Non loin des bords sauvages du petit lac d'Aï (Ormont-dessous) s'élève la Tour du même nom, dont les parois verticales, en forme de donjon gigantesque, se voient, ainsi que la Tour de Maïen, sa jumelle, des rives les plus lointaines du Léman.
Du côté septentrional de la Tour, faisant face à celle de Maïen, le regard aperçoit, à environ quatre-vingt pieds de hauteur, une ouverture sombre et circulaire : c'est le pertuis (trou) ou l'entrée de la barma des fées d'Aï.
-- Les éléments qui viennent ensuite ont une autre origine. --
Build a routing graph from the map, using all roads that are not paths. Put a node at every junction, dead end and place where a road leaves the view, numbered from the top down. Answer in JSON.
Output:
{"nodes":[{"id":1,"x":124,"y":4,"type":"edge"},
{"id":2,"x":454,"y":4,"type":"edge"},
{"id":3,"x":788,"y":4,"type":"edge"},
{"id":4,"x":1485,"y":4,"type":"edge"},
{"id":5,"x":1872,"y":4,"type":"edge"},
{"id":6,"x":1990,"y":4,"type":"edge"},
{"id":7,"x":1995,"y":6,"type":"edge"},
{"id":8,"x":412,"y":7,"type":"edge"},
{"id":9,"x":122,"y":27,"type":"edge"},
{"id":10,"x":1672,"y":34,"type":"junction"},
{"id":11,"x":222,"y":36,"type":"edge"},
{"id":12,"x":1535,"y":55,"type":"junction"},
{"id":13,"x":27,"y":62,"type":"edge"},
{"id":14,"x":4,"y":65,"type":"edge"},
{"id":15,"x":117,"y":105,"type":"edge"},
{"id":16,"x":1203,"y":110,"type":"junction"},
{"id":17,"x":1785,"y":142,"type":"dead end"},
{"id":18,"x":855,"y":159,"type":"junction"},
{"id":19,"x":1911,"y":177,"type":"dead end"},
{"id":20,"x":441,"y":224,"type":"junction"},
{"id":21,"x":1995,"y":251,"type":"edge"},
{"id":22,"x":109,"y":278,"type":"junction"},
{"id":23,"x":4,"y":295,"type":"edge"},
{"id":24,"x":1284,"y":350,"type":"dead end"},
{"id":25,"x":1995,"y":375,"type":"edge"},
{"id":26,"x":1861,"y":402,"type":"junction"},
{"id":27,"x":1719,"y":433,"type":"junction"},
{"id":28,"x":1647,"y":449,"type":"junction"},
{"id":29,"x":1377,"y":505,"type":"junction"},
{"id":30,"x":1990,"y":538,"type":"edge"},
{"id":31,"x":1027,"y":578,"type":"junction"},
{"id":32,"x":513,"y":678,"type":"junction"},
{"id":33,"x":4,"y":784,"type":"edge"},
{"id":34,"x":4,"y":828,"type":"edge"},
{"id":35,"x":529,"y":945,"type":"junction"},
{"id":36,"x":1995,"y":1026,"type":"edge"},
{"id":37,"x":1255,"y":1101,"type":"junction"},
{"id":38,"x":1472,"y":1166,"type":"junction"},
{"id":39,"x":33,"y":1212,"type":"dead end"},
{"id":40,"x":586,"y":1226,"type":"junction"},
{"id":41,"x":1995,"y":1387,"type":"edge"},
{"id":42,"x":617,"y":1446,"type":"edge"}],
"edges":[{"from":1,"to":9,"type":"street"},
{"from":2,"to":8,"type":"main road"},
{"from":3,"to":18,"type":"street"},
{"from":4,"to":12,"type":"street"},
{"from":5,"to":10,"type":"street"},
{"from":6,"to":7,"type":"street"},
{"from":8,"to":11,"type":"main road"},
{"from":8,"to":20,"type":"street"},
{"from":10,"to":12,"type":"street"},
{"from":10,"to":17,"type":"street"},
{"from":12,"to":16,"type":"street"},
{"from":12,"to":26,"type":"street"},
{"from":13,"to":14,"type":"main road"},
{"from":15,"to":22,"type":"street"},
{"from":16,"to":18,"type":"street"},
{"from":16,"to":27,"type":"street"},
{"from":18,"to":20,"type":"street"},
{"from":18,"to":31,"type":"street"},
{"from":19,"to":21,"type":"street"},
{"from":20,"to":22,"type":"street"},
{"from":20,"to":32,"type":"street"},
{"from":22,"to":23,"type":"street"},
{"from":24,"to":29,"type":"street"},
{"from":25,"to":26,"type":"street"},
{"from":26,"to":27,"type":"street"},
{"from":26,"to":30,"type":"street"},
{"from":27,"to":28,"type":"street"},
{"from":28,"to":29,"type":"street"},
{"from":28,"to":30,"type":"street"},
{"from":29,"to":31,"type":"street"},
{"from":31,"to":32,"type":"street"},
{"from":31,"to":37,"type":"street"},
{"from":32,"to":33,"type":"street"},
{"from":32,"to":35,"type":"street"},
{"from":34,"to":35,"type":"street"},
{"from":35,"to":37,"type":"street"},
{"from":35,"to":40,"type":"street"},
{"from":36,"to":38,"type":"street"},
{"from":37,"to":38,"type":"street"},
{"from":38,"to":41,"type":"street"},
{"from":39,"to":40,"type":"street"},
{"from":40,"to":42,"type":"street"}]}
Les gens de Leysin prétendent qu'au pied de cette caverne on trouvait autrefois de petits dés à coudre, de mignonnes paires de ciseaux et dai biotze (petites rognures d'étoffes).
Il y a quelques années, deux pâtres hardis, aidés d'une échelle colossale, ont tenté l'escalade de cette grotte mystérieuse qui n'est, comme tant d'autres excavations analogues dans nos Alpes, qu'un accident de la nature.
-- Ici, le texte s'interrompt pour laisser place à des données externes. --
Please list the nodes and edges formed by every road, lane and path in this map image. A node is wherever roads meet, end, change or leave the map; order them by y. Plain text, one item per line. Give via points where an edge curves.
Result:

Dans les temps anciens, cet asile était loin d'être désert. De bonnes fées, qui firent beaucoup parler d'elles, l'avaient choisi pour leur séjour et, de là, rendaient de précieux services pour la garde des troupeaux, quitte à recevoir en échange, du maître armailli d'Aï, un baquet journalier de crème qu'il déposait respectueusement sur le faîte d'un des chalets.
Or, il advint une fois qu'une des plus jeunes fées d'Aï, — Nérine, dit-on, — au visage le plus doux qu'on pût voir, s'éprit d'une passion romanesque pour un des pâtres du chalet, âgé de vingt ans. Elle n'avait certes pas tant mauvais goût, car Michel était de belle stature, au port alerte, à l'oeil vif, aux cheveux blonds ondulés, que le vent des cimes coiffait seul avec je ne sais quelle allure fière et sauvage. C'était un beau gars qui faisait honneur à sa race, celle des d'Orsignet, de Leysin (famille aujourd'hui éteinte).
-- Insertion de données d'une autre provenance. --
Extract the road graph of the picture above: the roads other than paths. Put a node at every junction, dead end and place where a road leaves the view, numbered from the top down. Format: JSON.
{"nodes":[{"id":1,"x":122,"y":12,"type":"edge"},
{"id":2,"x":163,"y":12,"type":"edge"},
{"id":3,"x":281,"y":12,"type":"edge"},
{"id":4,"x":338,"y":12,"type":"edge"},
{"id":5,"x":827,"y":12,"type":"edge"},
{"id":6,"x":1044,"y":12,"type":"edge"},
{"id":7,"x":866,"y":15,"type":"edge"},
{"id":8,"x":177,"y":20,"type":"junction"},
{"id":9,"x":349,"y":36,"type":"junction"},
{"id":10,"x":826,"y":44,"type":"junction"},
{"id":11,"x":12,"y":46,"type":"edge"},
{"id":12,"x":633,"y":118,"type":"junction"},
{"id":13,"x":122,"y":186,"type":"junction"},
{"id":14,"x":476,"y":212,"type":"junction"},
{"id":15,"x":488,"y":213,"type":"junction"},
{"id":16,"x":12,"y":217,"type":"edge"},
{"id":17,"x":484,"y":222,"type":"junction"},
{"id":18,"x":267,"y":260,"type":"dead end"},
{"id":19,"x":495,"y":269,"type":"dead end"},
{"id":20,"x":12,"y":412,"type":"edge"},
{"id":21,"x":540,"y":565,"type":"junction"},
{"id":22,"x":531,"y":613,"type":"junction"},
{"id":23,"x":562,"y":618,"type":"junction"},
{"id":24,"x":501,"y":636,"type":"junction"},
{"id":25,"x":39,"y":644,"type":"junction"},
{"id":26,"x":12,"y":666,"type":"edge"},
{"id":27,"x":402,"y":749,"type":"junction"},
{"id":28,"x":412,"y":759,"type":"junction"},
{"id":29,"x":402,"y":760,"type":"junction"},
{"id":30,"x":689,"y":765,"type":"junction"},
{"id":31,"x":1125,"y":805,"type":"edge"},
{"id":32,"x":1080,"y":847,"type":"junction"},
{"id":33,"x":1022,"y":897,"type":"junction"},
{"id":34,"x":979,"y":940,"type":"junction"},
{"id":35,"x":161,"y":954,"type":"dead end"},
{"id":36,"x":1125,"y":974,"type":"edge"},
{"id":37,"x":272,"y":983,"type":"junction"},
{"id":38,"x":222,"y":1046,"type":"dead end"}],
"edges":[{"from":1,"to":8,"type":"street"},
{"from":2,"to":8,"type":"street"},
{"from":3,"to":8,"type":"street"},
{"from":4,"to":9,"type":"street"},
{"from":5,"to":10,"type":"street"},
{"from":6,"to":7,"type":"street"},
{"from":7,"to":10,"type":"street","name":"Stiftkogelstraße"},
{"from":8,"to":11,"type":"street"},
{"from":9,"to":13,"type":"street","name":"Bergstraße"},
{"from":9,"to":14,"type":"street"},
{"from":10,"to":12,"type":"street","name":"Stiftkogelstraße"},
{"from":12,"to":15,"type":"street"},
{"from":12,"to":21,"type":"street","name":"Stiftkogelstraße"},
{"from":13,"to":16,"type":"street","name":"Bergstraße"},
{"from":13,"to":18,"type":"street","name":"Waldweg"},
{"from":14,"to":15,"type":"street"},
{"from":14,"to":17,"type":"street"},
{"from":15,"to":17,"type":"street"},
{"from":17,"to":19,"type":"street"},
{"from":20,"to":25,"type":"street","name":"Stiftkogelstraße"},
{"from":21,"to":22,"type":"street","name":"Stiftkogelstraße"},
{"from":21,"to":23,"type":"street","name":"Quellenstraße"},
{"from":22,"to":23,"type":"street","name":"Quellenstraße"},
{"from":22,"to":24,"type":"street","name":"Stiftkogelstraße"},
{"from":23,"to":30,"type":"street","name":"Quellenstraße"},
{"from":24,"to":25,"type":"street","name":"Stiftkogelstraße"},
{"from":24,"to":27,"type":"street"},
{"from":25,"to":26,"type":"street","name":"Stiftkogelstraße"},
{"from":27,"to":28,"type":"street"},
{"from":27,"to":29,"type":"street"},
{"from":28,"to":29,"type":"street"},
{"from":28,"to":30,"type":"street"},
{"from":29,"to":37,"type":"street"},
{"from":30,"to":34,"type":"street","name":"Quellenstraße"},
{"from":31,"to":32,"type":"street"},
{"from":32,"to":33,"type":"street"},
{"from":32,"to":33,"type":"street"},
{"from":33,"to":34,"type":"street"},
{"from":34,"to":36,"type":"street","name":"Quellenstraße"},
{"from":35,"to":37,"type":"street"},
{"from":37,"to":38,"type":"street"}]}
Nul mieux que lui ne savait jeter le palet, bondir de rocs en rocs, chanter la rionda, traire, trancher le lait, « faire le train » et surtout réveiller les échos séculaires des vieilles tours aux cris joyeux de ses notes perçantes et des gammes dégringolantes de ses huchées.
Nérine, se sentit éprise pour ce vaillant fils de l'alpe. Elle voulut l'avoir pour époux.
Malheureusement pour notre fée, il y avait autour du cœur de l'heureux Michel de très fortes concurrences. Au village, à Leysin, c'était d'abord Judith, fille pétulante, à la forte carrure et qui se sentait un « faible» pour le jeune pâtre d'Aï. Il y avait surtout la douce et blonde Salomé de Veige, au teint de lait et de rose, mais timide comme un chamois.
Michel qui, avec raison, n'aimait pas les filles trop hardies, se sentait sous le charme de cette dernière. Aussi son initiale se trouvait-elle gravée, en Aï, sur plus d'une porte de chalet. Pour elle, à la Berneuse, la première danse; pour elle le premier bouquet de rhododendrons; pour elle les premiers orchis bruns dont l'odeur de vanille le faisait rêver à ses amours.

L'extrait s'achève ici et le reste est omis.